For a guitar that size, for the way I build (which is always active back), I’d be comfy losing nearly 100hz off your posted back number. Your top number is good, but it (and air) numbers will also lower with the back. You probably can’t get 100hz change from just the braces, but you can get a lot. I’ve sent a parlour out with 1/4” or less back braces that started out at 5/8 tall. Obviously the back was too stiff.

Anyway, I’d hog away at back brace 3 and 4 and try to get the back to couple with the top. The bass increase you get from that is quite extraordinary. You’ll find that changes in numbers is slow at first, but, the closer you get to target, the faster changes happen, cubed rule of stiffness and all.

So hog away but measure often. This is a terrific opportunity to get to ‘hear’ what the back does by bringing it into the mix. Just take things down a 1/2 step at a time…

If you are aiming to use the gore method of tuning, don't block the soundhole, and dont use a tap on the back. Just hold it in playing position with the back free and strung up complete with pins. Then tap on the bridge and read off the air, main top and back from that graph. These are the coupled frequencies, which are what you get when playing and are meaningful rather than trying to isolate things.

I have both books and I thought I saw this method outlined in the books but for the life of me I could not find it. I can never find anything in those books for some reason. Anyway... Was this method outlined in the books and if so do you what page. I guess I will dig into those again.

I did string it up last night and tried the same tapping and I was getting such wild results I just gave up. I could not get a consistent result from tap to tap even in the same spots. Maybe after a day of string tension it will settle in a bit.

My little Stauffer is almost the same size as your parlor. 9/6/75/12 and about 18 long. I checked my air mode and tapped the belly and back in the center and bridge, and I get almost exactly the same frequencies. 120/230/345or so. I used an online tone generator to find the notes. But our instruments are completely different.

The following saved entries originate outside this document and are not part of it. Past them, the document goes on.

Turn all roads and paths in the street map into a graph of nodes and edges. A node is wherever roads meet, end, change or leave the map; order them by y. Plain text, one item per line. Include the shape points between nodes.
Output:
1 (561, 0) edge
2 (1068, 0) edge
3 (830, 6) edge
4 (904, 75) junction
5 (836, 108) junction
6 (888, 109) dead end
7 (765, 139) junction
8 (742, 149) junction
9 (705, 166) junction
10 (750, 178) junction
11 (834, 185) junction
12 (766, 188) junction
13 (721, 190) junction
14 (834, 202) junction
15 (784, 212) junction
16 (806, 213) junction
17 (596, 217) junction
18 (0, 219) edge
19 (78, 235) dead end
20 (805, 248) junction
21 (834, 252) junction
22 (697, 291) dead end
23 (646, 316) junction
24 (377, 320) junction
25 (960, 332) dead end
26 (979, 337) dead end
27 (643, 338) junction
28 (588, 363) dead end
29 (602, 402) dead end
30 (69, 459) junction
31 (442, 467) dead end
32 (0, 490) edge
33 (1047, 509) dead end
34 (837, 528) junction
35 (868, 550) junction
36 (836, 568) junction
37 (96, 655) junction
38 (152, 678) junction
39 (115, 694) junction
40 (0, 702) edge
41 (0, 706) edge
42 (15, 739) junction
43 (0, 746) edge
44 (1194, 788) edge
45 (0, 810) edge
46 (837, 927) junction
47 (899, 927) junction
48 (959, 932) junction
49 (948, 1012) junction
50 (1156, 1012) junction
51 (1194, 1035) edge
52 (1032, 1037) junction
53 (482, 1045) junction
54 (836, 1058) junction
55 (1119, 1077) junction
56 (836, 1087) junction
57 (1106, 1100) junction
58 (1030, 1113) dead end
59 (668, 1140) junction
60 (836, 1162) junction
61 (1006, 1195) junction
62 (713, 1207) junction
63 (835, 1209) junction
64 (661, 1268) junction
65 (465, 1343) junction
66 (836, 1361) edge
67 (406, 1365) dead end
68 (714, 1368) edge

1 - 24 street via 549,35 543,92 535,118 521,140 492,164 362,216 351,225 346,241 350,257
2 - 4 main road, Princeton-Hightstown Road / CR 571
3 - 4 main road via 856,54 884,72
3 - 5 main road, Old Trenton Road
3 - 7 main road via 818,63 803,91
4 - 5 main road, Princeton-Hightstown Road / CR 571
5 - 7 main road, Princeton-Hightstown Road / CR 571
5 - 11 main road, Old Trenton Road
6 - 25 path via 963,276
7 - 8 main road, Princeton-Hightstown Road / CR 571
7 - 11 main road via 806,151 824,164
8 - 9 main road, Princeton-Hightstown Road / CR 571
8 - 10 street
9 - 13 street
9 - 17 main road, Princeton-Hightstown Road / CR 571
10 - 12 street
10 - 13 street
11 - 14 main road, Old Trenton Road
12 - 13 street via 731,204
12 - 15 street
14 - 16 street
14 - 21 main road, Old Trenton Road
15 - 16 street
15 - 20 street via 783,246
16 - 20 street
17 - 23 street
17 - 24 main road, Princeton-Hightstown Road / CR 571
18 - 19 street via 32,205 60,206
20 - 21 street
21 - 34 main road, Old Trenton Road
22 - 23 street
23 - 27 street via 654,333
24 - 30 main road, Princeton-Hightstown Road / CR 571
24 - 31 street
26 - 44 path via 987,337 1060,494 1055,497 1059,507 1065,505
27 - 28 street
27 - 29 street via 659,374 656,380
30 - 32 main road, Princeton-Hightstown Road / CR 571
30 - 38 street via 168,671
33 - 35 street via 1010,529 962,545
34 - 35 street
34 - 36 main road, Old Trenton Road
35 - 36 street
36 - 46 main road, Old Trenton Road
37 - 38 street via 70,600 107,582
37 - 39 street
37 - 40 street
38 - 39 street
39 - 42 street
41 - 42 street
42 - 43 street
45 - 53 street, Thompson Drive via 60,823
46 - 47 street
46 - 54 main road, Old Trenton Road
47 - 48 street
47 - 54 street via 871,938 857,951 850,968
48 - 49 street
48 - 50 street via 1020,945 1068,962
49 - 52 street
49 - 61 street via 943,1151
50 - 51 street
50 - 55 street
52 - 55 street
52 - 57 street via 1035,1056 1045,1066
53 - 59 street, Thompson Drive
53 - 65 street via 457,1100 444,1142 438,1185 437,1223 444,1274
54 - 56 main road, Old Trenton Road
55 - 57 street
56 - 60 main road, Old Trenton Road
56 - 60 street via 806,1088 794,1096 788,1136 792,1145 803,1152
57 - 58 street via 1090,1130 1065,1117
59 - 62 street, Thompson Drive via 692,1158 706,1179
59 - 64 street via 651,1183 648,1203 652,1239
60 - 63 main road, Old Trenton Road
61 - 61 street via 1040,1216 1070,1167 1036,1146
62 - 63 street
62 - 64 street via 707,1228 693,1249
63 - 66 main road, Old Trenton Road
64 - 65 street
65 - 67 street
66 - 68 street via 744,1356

My Sitka top is goes from about 3mm to about 2. It has 4 ladder braces, and I curved them down to nothing on the ends to get more movement and sound. They are shaped using a formula to change each section drop by an exponent until the end was at the surface of the plate. The top did bend .25" with 7 pounds on it before bracing or anything. I was getting .035" at the bridge with 7 pounds braced, and with the sided glued on; but it is hard to be sure that everything is solid when checking that.

I just checked those movements to have some kind of measurement to have as a reference for later instruments. This is only my third, so I have to start learning something.

The Padauk back is 3mm, and I did the same thing to the 3 braces. I don't know that it really changes the tap tone much, but it opens up the sound a lot. I thinned the edges to 2.4mm so I could just use a maple purfling around the edge as a binding. I really didn't notice the tone dropping. It still taps higher on the edges than the middle.

I'm happy when the top and back seem to give a little when pressing on them.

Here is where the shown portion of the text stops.